*** SOURCE INFORMATION
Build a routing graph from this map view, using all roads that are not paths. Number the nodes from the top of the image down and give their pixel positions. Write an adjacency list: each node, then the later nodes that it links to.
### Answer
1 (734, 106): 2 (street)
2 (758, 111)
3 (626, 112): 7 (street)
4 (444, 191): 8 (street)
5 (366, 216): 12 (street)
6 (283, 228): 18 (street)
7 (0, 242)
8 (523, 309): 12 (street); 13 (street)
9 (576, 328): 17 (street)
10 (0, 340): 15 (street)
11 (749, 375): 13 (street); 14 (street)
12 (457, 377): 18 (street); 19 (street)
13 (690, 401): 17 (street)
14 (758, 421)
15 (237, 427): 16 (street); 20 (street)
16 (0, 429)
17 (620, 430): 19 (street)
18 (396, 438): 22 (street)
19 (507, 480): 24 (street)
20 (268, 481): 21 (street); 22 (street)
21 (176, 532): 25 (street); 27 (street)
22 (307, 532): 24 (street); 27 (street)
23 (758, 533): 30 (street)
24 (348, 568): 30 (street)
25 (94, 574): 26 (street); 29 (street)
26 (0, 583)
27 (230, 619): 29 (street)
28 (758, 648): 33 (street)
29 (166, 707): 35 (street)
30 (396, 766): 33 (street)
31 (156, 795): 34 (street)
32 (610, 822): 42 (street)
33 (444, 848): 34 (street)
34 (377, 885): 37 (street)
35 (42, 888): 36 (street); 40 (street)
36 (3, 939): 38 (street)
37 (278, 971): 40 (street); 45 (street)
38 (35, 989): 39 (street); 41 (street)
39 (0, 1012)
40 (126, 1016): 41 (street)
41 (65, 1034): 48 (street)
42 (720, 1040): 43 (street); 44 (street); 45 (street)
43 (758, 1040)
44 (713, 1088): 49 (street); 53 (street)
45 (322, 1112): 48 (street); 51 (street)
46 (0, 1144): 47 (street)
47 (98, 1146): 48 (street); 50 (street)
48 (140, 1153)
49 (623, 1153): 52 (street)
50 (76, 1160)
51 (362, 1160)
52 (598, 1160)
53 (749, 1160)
******
Output every record in full, exactly as it was given.

Build a routing graph from this map view, using all roads that are not paths. Number the nodes from the top of the image down and give their pixel positions. Write an adjacency list: each node, then the later nodes that it links to.
### Answer
1 (734, 106): 2 (street)
2 (758, 111)
3 (626, 112): 7 (street)
4 (444, 191): 8 (street)
5 (366, 216): 12 (street)
6 (283, 228): 18 (street)
7 (0, 242)
8 (523, 309): 12 (street); 13 (street)
9 (576, 328): 17 (street)
10 (0, 340): 15 (street)
11 (749, 375): 13 (street); 14 (street)
12 (457, 377): 18 (street); 19 (street)
13 (690, 401): 17 (street)
14 (758, 421)
15 (237, 427): 16 (street); 20 (street)
16 (0, 429)
17 (620, 430): 19 (street)
18 (396, 438): 22 (street)
19 (507, 480): 24 (street)
20 (268, 481): 21 (street); 22 (street)
21 (176, 532): 25 (street); 27 (street)
22 (307, 532): 24 (street); 27 (street)
23 (758, 533): 30 (street)
24 (348, 568): 30 (street)
25 (94, 574): 26 (street); 29 (street)
26 (0, 583)
27 (230, 619): 29 (street)
28 (758, 648): 33 (street)
29 (166, 707): 35 (street)
30 (396, 766): 33 (street)
31 (156, 795): 34 (street)
32 (610, 822): 42 (street)
33 (444, 848): 34 (street)
34 (377, 885): 37 (street)
35 (42, 888): 36 (street); 40 (street)
36 (3, 939): 38 (street)
37 (278, 971): 40 (street); 45 (street)
38 (35, 989): 39 (street); 41 (street)
39 (0, 1012)
40 (126, 1016): 41 (street)
41 (65, 1034): 48 (street)
42 (720, 1040): 43 (street); 44 (street); 45 (street)
43 (758, 1040)
44 (713, 1088): 49 (street); 53 (street)
45 (322, 1112): 48 (street); 51 (street)
46 (0, 1144): 47 (street)
47 (98, 1146): 48 (street); 50 (street)
48 (140, 1153)
49 (623, 1153): 52 (street)
50 (76, 1160)
51 (362, 1160)
52 (598, 1160)
53 (749, 1160)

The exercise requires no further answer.